Saint Jacques disait : « Si un frère ou
une sœur manquent de leur nourriture quotidienne, et que
l’un d’entre vous leur dise : « Allez en
paix, rassasiez-vous », sans leur donner ce qui est nécessaire
à leur corps, à quoi cela sert-il?
L’Eucharistie elle-même conduit au partage.
« Il prit le pain, le rompit et le donna à ses
disciples. » Les chrétiens l’ont toujours compris
en créant toutes sortes d’organisation de partage.
Jésus
n’a pas ignoré non plus la faim de l’esprit et la faim
du cœur. Il circulait de
villages en villages, de villes en villes pour enseigner,
dans les synagogues, sur les parvis du Temple, à partir
d’une barque, sur la montagne.
On disait qu’il parlait comme personne n’avait su
le faire avant lui, bien mieux que les scribes et les
docteurs de la Loi qu’il confondait souvent.

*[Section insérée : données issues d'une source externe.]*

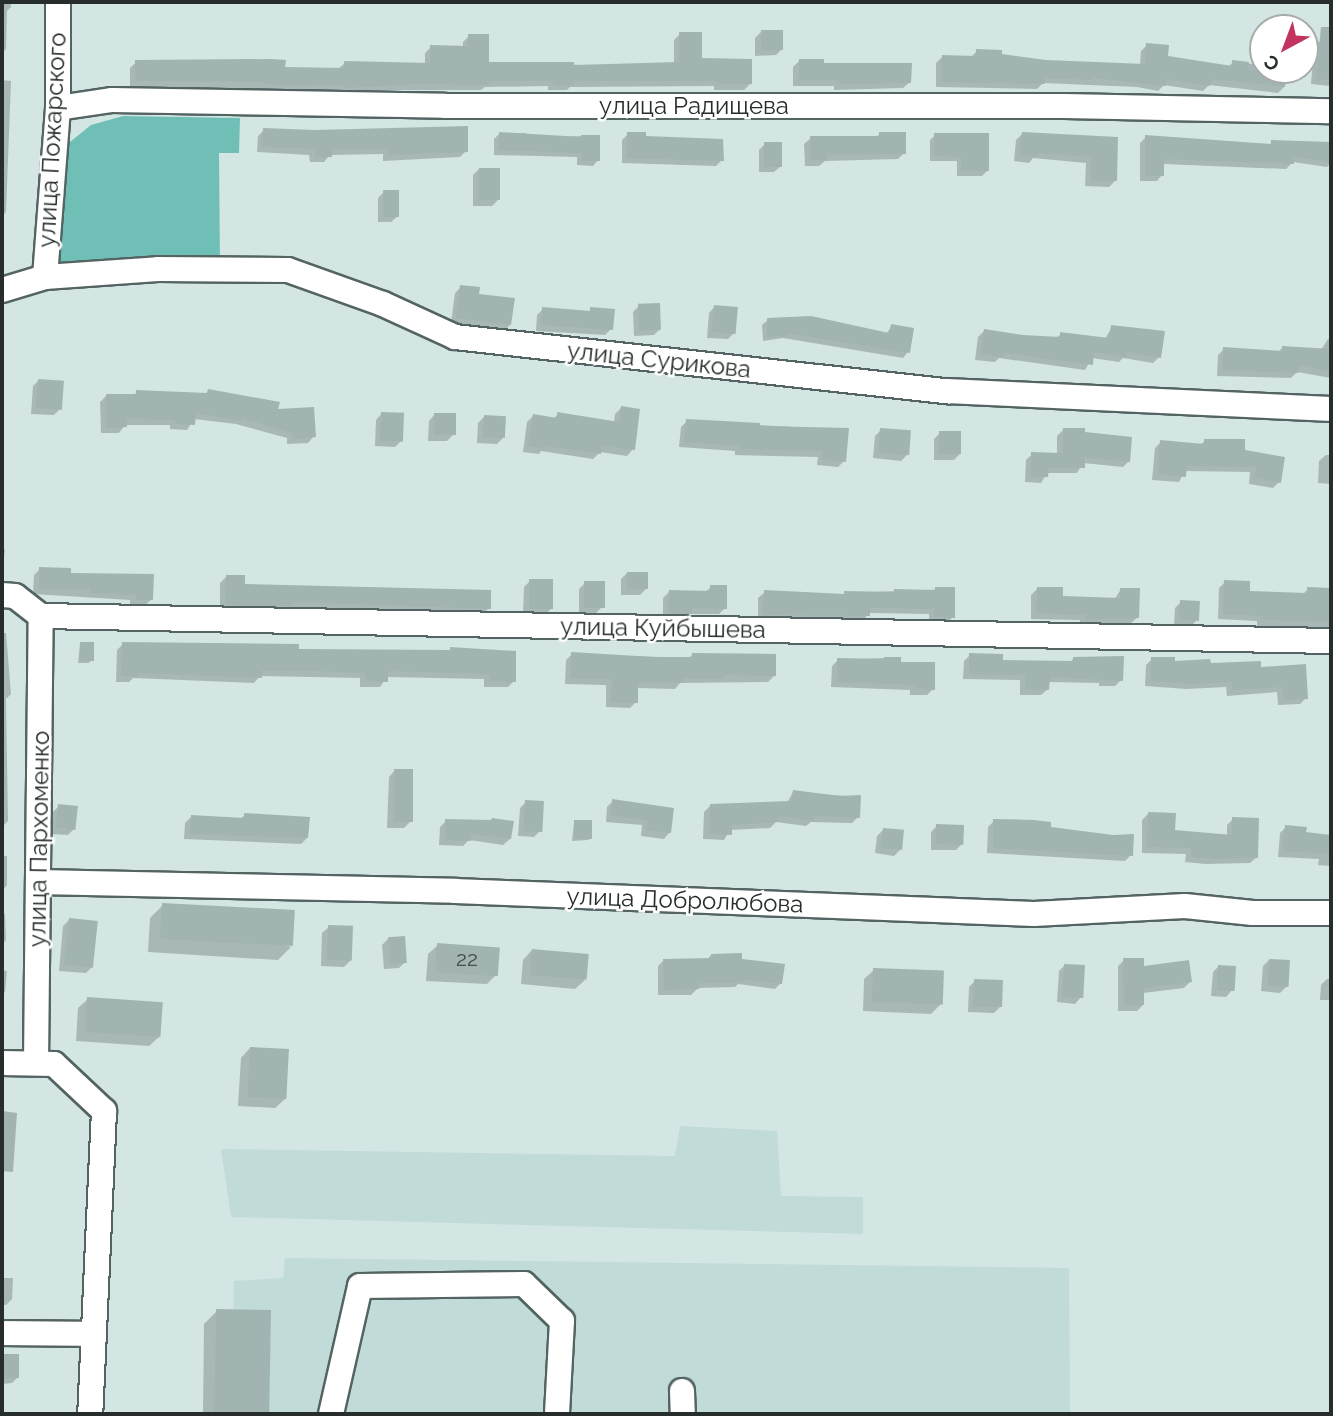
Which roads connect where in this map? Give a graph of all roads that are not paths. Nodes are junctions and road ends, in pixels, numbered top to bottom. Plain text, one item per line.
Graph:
1 (58, 2) edge
2 (58, 108) junction
3 (1331, 111) edge
4 (45, 278) junction
5 (2, 290) edge
6 (1331, 409) edge
7 (2, 595) edge
8 (41, 616) junction
9 (1331, 641) edge
10 (38, 882) junction
11 (1331, 913) edge
12 (2, 1063) edge
13 (45, 1064) junction
14 (2, 1333) edge
15 (94, 1334) junction
16 (90, 1414) edge
17 (331, 1414) edge
18 (557, 1414) edge

1 - 2 street, улица Пожарского
2 - 3 street, улица Радищева
2 - 4 street, улица Пожарского
4 - 5 street, улица Сурикова
4 - 6 street, улица Сурикова
7 - 8 street
8 - 9 street, улица Куйбышева
8 - 10 street, улица Пархоменко
10 - 11 street, улица Добролюбова
10 - 13 street, улица Пархоменко
12 - 13 street
13 - 15 street
14 - 15 street
15 - 16 street
17 - 18 street

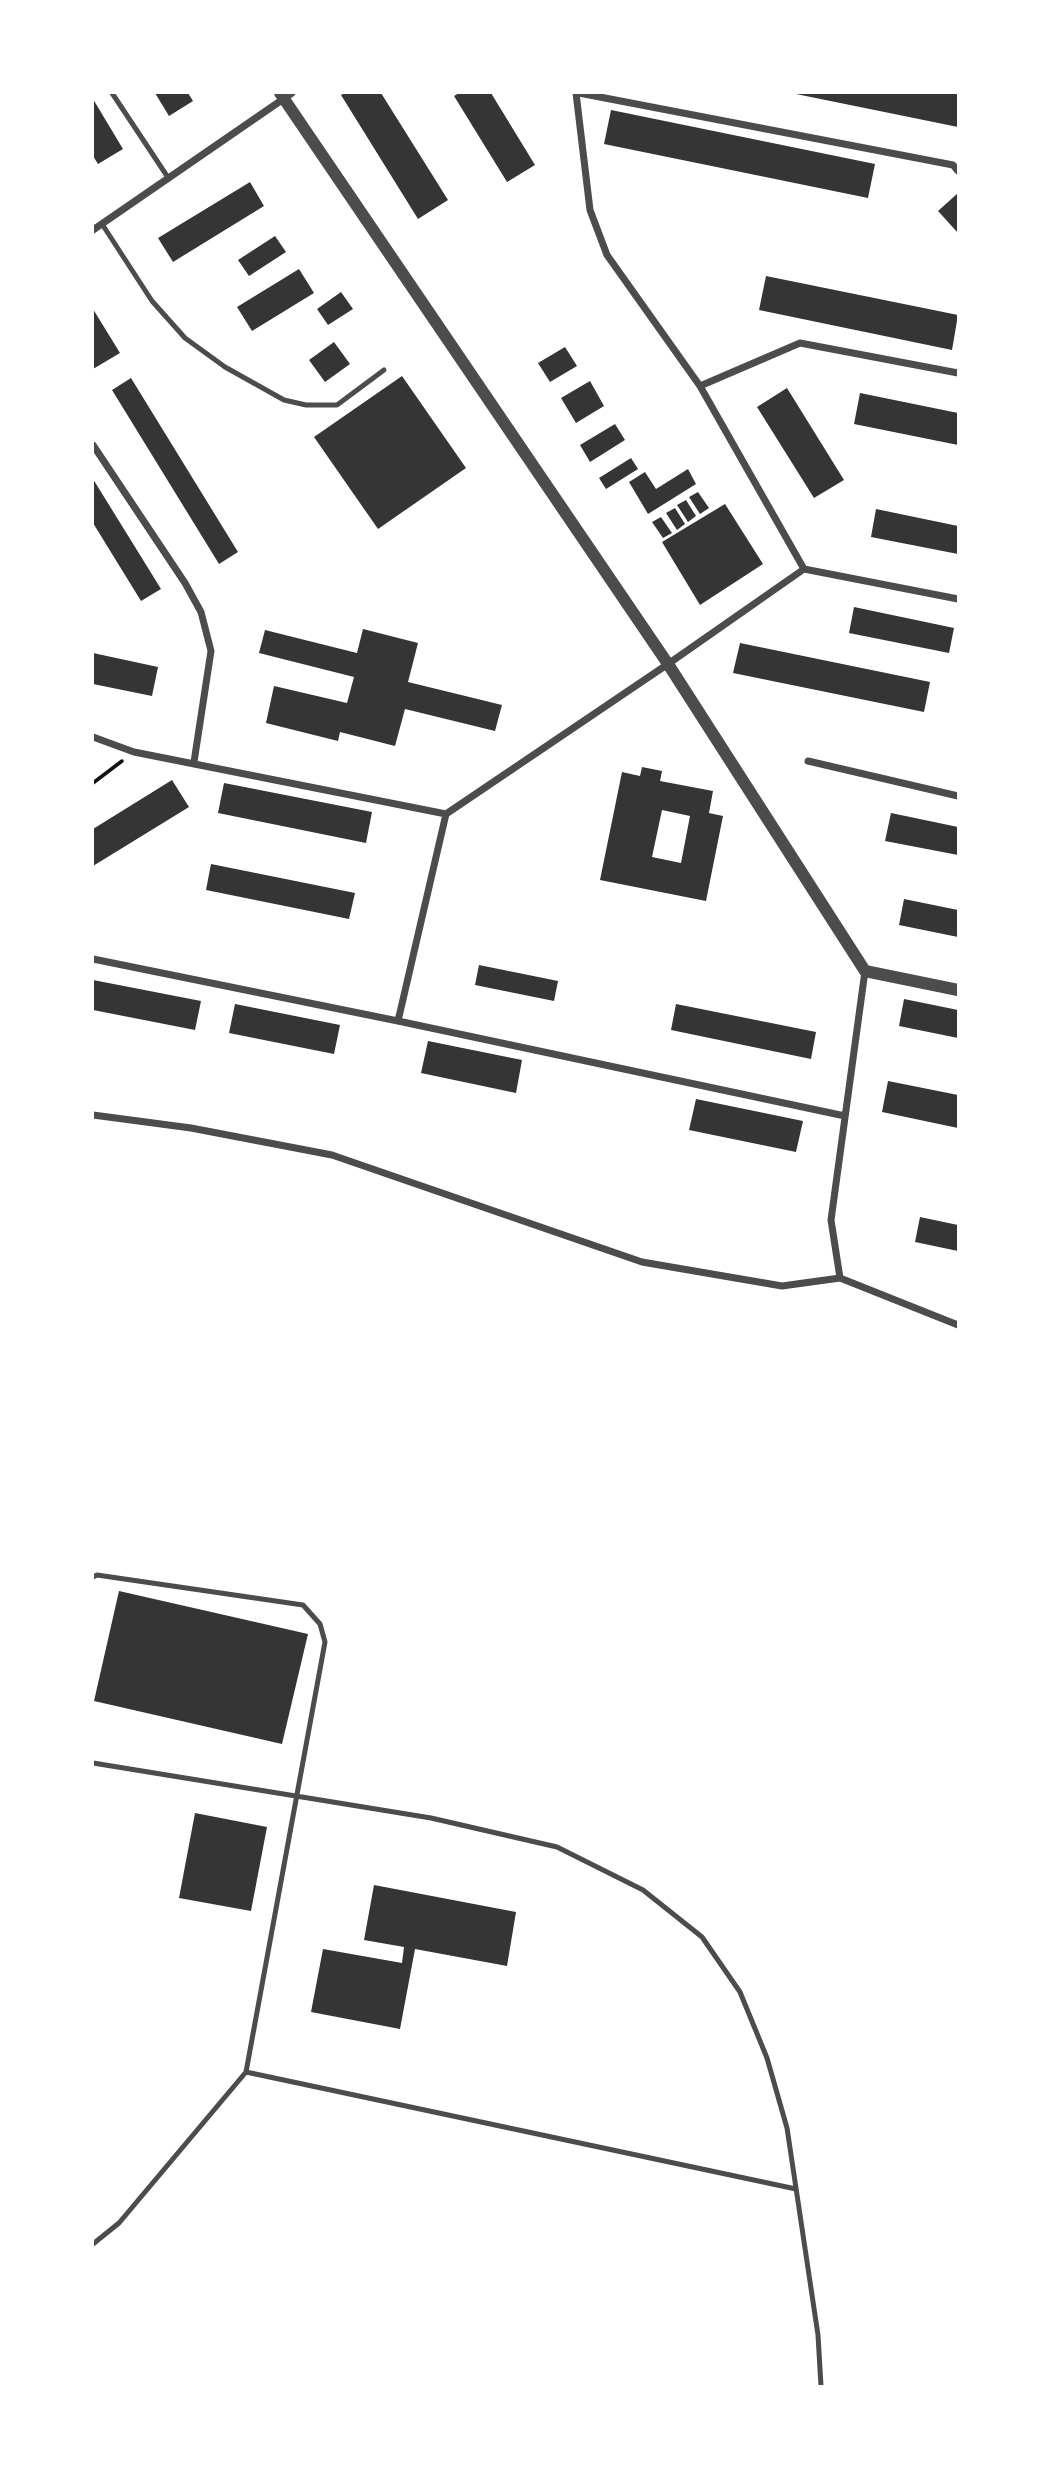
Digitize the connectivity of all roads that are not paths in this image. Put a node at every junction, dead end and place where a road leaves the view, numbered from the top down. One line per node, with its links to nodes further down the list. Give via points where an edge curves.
1 (112, 93): 5 (lane)
2 (578, 93): 4 (street, via 953,165); 10 (street, via 590,210 607,255)
3 (285, 94): 5 (street); 14 (street)
4 (958, 171)
5 (169, 178): 6 (street)
6 (102, 224): 7 (street); 8 (lane, via 152,301 185,338 284,400 337,405)
7 (93, 230)
8 (384, 370)
9 (958, 373): 10 (street, via 800,342)
10 (700, 386): 12 (street)
11 (93, 445): 17 (street, via 201,612 211,651)
12 (804, 569): 13 (street); 14 (street)
13 (958, 599)
14 (668, 664): 19 (street); 21 (street)
15 (93, 737): 17 (street, via 134,752)
16 (808, 761): 18 (street)
17 (194, 762): 19 (street)
18 (958, 796)
19 (446, 814): 23 (street)
20 (93, 959): 23 (street)
21 (865, 971): 22 (street); 25 (street)
22 (958, 990)
23 (398, 1021): 25 (street)
24 (93, 1115): 26 (street, via 332,1155 642,1262 782,1286)
25 (845, 1116): 26 (street, via 831,1220)
26 (840, 1278): 27 (street)
27 (958, 1325)
28 (93, 1577): 30 (lane, via 303,1605 320,1624 325,1642)
29 (93, 1763): 30 (lane)
30 (296, 1797): 31 (lane); 32 (lane, via 431,1818 557,1847 643,1890 702,1937 740,1992 771,2070 787,2128)
31 (246, 2072): 32 (lane); 33 (lane, via 118,2223)
32 (796, 2189): 34 (lane)
33 (93, 2244)
34 (821, 2386)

On se
demandait d’où lui venait cette sagesse.
Il
a nourri les cœurs en manifestant beaucoup d’amour, comme
le berger qui cherche la brebis perdue, en aimant particulièrement
les personnes souffrantes sur sa route, en accueillant les
plus grands pécheurs et en les relevant.
Chaque dimanche, à chaque eucharistie, Jésus se
fait présent. Il
vient nourrir nos esprits et nos cœurs affamés. Les
chrétiens ont toujours compris qu’ils devaient nourrir
les affamés du cœur et de l’esprit, en transmettant l’évangile
et en aimant comme Jésus a aimé.
Et
Jésus est allé jusqu’au bout de l’amour en venant
nourrir la troisième faim qui nous tenaille, la faim de
l’âme, notre faim d’éternité. Il nous le dit
aujourd’hui : « Moi, je suis le pain vivant :
si quelqu’un mange de ce pain, il vivra éternellement.

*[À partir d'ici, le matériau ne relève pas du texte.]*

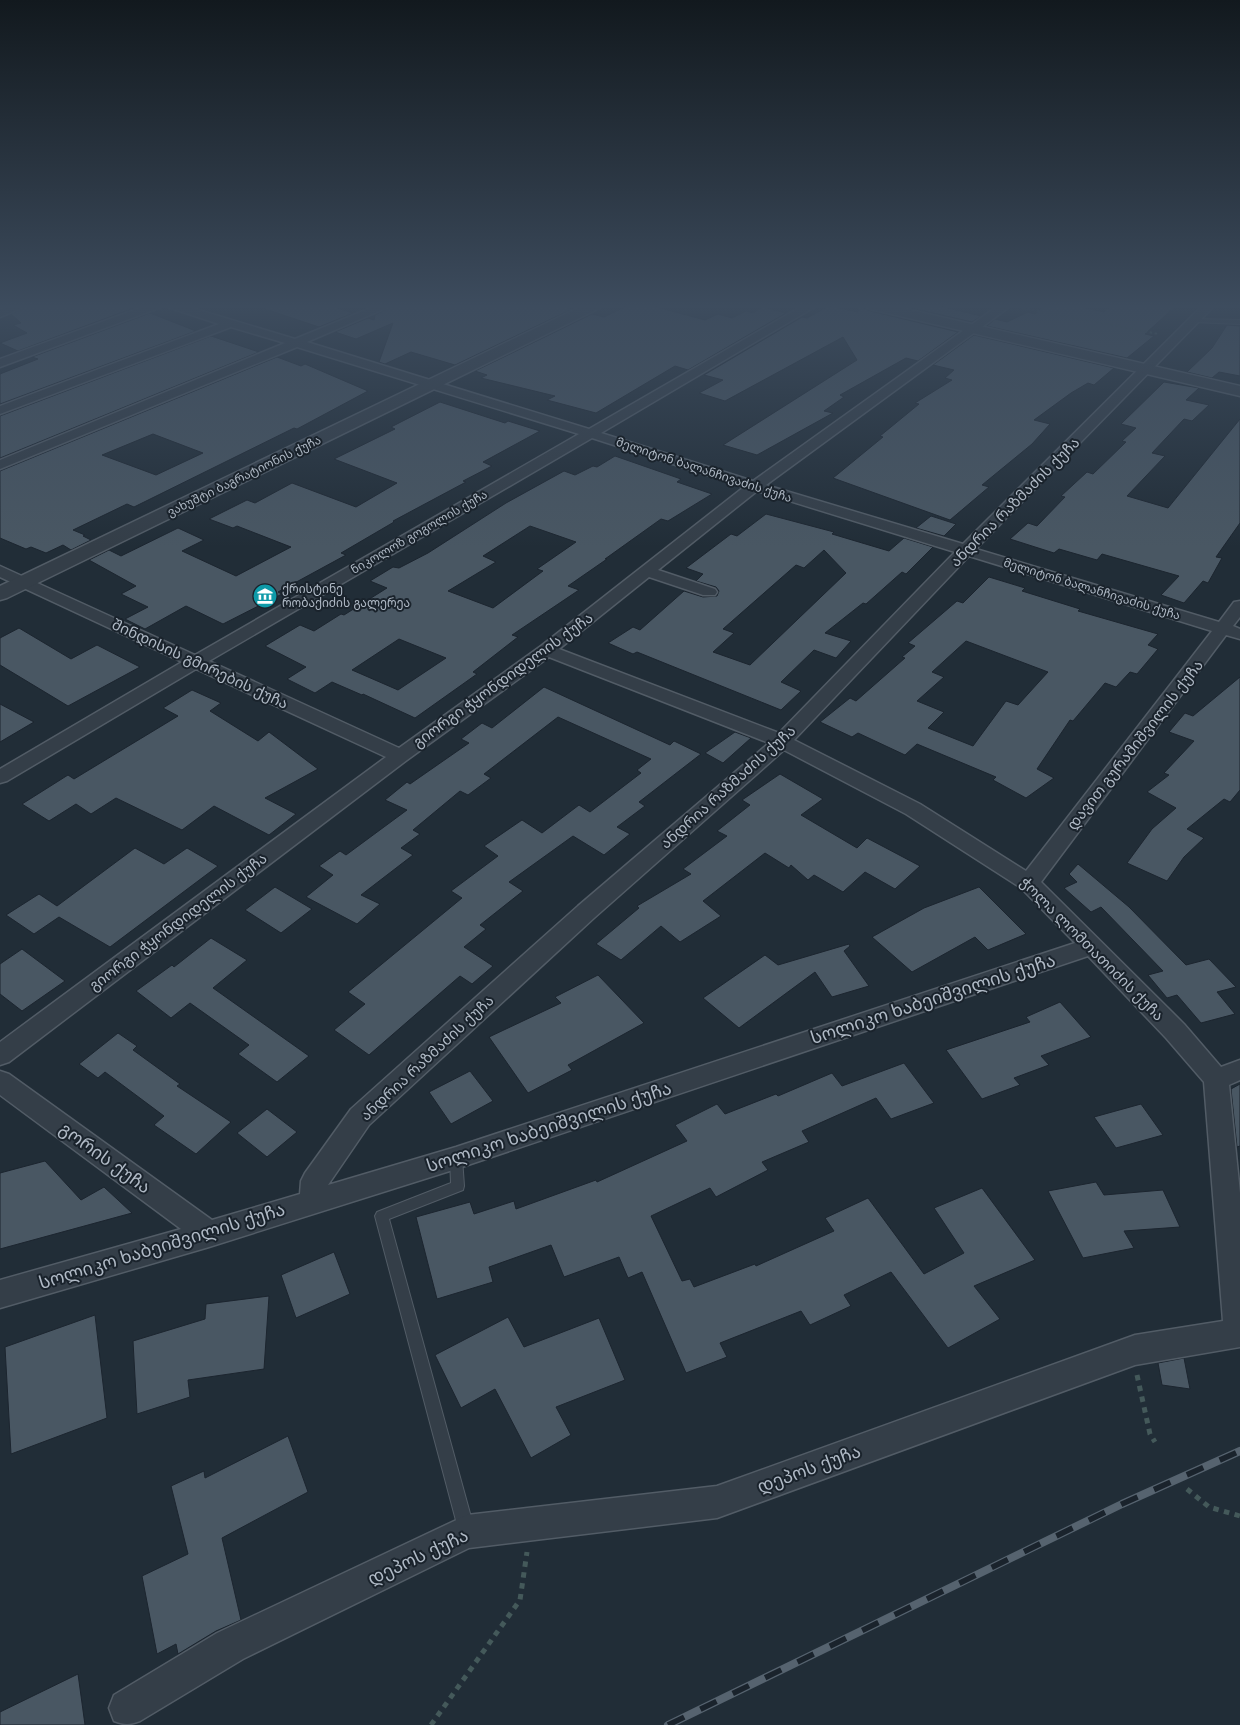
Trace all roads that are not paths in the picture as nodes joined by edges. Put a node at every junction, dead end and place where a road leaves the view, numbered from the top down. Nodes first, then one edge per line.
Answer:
1 (65, 386) edge
2 (194, 386) edge
3 (431, 386) edge
4 (439, 386) edge
5 (672, 386) edge
6 (896, 386) edge
7 (1130, 386) edge
8 (1217, 386) edge
9 (1240, 391) edge
10 (0, 410) edge
11 (589, 433) junction
12 (0, 465) edge
13 (755, 486) junction
14 (966, 550) junction
15 (0, 571) edge
16 (646, 571) junction
17 (24, 582) junction
18 (709, 592) dead end
19 (0, 594) edge
20 (1240, 606) edge
21 (1232, 632) edge
22 (547, 650) junction
23 (195, 662) junction
24 (782, 741) junction
25 (400, 756) junction
26 (0, 777) edge
27 (1029, 883) junction
28 (1093, 946) junction
29 (0, 1055) edge
30 (1228, 1075) edge
31 (0, 1081) edge
32 (456, 1158) junction
33 (313, 1201) junction
34 (210, 1234) junction
35 (0, 1294) edge
36 (1239, 1333) edge
37 (467, 1532) junction
38 (127, 1708) dead end

1 - 10 street
2 - 12 street
3 - 17 street, ვახუშტი ბაგრატიონის ქუჩა
4 - 11 street, მელიტონ ბალანჩივაძის ქუჩა
5 - 11 street, ნიკოლოზ გოგოლის ქუჩა
6 - 13 street, გიორგი ჭყონდიდელის ქუჩა
7 - 14 street, ანდრია რაზმაძის ქუჩა
8 - 9 street
11 - 13 street, მელიტონ ბალანჩივაძის ქუჩა
11 - 23 street, ნიკოლოზ გოგოლის ქუჩა
13 - 14 street, მელიტონ ბალანჩივაძის ქუჩა
13 - 16 street, გიორგი ჭყონდიდელის ქუჩა
14 - 21 street, მელიტონ ბალანჩივაძის ქუჩა
14 - 24 street, ანდრია რაზმაძის ქუჩა
15 - 17 street, შინდისის გმირების ქუჩა
16 - 18 street
16 - 22 street, გიორგი ჭყონდიდელის ქუჩა
17 - 19 street, ვახუშტი ბაგრატიონის ქუჩა
17 - 23 street, შინდისის გმირების ქუჩა
20 - 21 street, დავით გურამიშვილის ქუჩა
21 - 27 street, დავით გურამიშვილის ქუჩა
22 - 24 street, ჭოლა ლომთათიძის ქუჩა
22 - 25 street, გიორგი ჭყონდიდელის ქუჩა
23 - 25 street, შინდისის გმირების ქუჩა
23 - 26 street, ნიკოლოზ გოგოლის ქუჩა
24 - 27 street, ჭოლა ლომთათიძის ქუჩა
24 - 33 street, ანდრია რაზმაძის ქუჩა
25 - 29 street, გიორგი ჭყონდიდელის ქუჩა
27 - 28 street, ჭოლა ლომთათიძის ქუჩა
28 - 30 street, ჭოლა ლომთათიძის ქუჩა
28 - 32 street, სოლიკო ხაბეიშვილის ქუჩა
30 - 36 street, დეპოს ქუჩა
31 - 34 street, გორის ქუჩა
32 - 33 street, სოლიკო ხაბეიშვილის ქუჩა
32 - 37 lane
33 - 34 street, სოლიკო ხაბეიშვილის ქუჩა
34 - 35 street, სოლიკო ხაბეიშვილის ქუჩა
36 - 37 street, დეპოს ქუჩა
37 - 38 street, დეპოს ქუჩა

Par sa résurrection, Jésus a reçu le pouvoir de se
soumettre toutes choses,
le pouvoir de « transfigurer nos corps de misères
pour les conformer à son corps de gloire, à son corps de
ressuscité. St
Paul le disait bien en affirmant : « Si vous ne
croyez pas que les morts ressuscitent, le Christ non plus
n’est pas ressuscité et votre foi est vaine. »
Dans l’eucharistie, Jésus s’empare du pain et du
vin, nourriture très simple pour notre corps, pour y déposer
en nous la puissance de sa résurrection.
Dans
l’eucharistie, non seulement, il respecte notre être
corporel qui a besoin du « fruit de la terre et du
travail des hommes » pour vivre, mais aussi notre
besoin d’être nourri dans notre esprit et notre cœur en
nous donnant sa Parole de vie.
Il nourrit et fait grandir en nous notre être d’éternité.
« Tel est le pain qui descend du ciel;
il n’est pas comme celui que vos pères ont mangé.
Eux, ils sont morts;
celui qui mange ce pain vivra éternellement. »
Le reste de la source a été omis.